The explosion of a bomb in a fuel truck in a market in Afrin killed "at least 46 people, including civilians, and wounded 50 others," according to Rami Abdul Rahman, the head of the Britain-based Syrian Observatory for Human Rights.
Updating an earlier toll, he said the number could climb still further as some of the wounded were in critical condition.
At least six pro-Turkish Syrian fighters were among the dead, he added.
It was not immediately clear who was behind the blast, one of the largest to rock Afrin since Turkish troops and allied rebels seized the region from Kurdish forces in March 2018 after a two-month air and ground offensive.

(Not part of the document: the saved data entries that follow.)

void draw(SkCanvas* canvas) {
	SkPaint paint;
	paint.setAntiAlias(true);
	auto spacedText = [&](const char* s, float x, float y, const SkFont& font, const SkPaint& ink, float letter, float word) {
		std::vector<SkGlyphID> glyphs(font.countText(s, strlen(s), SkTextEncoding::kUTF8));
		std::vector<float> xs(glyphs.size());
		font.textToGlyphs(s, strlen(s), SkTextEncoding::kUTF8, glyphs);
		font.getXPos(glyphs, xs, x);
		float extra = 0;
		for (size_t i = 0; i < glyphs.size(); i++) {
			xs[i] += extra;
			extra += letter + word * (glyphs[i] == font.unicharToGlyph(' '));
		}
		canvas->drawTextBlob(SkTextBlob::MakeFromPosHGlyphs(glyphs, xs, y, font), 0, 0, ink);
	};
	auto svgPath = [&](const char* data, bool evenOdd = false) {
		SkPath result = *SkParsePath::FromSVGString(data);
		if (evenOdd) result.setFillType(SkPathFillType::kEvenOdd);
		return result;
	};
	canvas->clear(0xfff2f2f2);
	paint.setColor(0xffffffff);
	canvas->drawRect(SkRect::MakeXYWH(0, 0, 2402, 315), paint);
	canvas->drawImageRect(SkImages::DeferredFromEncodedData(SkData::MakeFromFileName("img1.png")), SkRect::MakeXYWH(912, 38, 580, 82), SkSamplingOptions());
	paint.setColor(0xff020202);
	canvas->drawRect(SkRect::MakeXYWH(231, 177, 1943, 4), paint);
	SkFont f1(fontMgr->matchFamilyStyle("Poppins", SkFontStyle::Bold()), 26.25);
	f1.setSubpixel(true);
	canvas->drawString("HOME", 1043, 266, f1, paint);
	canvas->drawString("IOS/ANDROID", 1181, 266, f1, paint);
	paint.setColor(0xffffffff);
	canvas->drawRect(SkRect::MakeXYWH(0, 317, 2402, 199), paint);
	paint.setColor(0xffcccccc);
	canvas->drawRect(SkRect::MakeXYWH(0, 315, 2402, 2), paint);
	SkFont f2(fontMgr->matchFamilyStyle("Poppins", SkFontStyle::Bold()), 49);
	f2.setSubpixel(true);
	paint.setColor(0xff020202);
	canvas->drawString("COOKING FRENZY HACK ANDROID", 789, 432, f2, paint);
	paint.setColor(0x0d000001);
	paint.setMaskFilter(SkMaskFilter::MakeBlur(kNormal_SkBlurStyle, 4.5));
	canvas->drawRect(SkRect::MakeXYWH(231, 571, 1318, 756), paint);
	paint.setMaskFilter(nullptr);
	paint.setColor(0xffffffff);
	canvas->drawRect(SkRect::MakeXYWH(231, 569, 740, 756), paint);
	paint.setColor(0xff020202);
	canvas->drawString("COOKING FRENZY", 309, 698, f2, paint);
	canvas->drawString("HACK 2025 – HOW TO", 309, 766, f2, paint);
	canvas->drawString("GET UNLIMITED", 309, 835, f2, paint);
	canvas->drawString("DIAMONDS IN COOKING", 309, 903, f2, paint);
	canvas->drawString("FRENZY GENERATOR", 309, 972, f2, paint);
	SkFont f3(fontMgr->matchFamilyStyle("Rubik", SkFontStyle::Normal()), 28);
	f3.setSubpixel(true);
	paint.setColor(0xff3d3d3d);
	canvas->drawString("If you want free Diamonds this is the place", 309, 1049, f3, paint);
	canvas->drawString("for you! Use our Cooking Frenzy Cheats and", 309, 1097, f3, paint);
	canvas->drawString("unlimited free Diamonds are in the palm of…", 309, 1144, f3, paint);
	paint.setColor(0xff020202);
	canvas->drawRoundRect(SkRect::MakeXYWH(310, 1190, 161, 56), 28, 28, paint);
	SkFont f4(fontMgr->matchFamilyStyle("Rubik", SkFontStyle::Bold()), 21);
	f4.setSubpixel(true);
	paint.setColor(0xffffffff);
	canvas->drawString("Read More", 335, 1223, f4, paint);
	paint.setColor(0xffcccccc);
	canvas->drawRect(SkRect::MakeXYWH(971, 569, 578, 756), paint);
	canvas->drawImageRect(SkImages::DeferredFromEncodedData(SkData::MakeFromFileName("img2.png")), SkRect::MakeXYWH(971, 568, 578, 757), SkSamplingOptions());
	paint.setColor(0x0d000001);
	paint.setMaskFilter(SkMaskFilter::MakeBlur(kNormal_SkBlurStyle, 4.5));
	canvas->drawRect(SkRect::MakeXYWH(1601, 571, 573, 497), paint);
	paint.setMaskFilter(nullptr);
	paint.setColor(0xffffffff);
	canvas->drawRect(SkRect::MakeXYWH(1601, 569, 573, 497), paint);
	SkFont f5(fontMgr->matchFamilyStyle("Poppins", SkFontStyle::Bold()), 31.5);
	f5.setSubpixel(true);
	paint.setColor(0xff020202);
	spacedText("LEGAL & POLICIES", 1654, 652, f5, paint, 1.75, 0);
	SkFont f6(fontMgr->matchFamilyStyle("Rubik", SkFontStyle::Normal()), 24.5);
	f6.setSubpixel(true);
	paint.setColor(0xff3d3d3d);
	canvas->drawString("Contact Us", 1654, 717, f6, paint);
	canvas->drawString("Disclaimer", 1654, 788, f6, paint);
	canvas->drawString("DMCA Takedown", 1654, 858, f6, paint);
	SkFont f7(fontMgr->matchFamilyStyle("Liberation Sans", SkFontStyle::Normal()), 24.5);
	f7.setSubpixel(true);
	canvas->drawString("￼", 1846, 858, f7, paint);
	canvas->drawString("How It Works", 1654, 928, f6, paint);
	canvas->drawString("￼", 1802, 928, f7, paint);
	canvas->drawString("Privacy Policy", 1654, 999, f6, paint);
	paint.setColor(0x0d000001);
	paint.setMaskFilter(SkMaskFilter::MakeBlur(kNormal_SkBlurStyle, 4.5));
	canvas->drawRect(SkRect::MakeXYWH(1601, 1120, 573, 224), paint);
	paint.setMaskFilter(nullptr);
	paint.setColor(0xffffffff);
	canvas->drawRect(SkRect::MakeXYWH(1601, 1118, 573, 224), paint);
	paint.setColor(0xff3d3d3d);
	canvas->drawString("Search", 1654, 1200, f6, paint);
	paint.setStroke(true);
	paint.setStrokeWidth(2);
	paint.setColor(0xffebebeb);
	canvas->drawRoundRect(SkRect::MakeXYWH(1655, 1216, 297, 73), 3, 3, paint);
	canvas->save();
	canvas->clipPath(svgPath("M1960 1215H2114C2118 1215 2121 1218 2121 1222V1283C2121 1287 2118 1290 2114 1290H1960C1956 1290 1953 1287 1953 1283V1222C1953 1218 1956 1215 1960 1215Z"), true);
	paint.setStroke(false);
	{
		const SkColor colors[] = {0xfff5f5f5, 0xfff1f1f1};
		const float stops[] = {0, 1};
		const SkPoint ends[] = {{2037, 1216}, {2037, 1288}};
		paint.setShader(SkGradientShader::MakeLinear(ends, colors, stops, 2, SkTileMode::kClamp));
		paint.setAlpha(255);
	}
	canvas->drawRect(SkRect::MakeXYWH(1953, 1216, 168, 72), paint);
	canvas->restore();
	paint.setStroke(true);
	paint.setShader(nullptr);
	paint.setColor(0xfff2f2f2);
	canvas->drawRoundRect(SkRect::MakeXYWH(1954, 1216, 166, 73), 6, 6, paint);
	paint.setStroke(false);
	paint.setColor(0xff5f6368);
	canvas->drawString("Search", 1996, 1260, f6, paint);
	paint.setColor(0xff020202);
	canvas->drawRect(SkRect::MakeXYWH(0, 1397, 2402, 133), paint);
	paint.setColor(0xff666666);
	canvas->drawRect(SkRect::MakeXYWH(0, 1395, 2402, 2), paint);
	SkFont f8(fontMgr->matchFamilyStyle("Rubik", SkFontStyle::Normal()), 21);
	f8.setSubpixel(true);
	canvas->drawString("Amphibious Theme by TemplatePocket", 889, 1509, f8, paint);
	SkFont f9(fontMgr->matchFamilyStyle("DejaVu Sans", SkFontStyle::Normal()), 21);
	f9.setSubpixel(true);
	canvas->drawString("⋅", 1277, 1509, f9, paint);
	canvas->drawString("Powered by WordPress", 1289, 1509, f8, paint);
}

The Turkish defence ministry blamed Tuesday's attack on the Kurdish People's Protection Units (YPG) which it views as a "terrorist" offshoot of the outlawed Kurdistan Workers' Party (PKK).
"The enemy of humanity PKK/YPG has once again targeted innocent civilians in Afrin," the Turkish ministry said on Twitter.
The PKK has been waging a bloody insurgency in Turkey for three decades.
In January, at least seven people were killed in a car bomb in Azaz, another northern city held by pro-Turkey forces, according to the Observatory, which relies on a network of sources inside Syria.
The Syrian conflict has killed more than 380,000 people since 2011 and forced more than half of the country's pre-war population from their homes.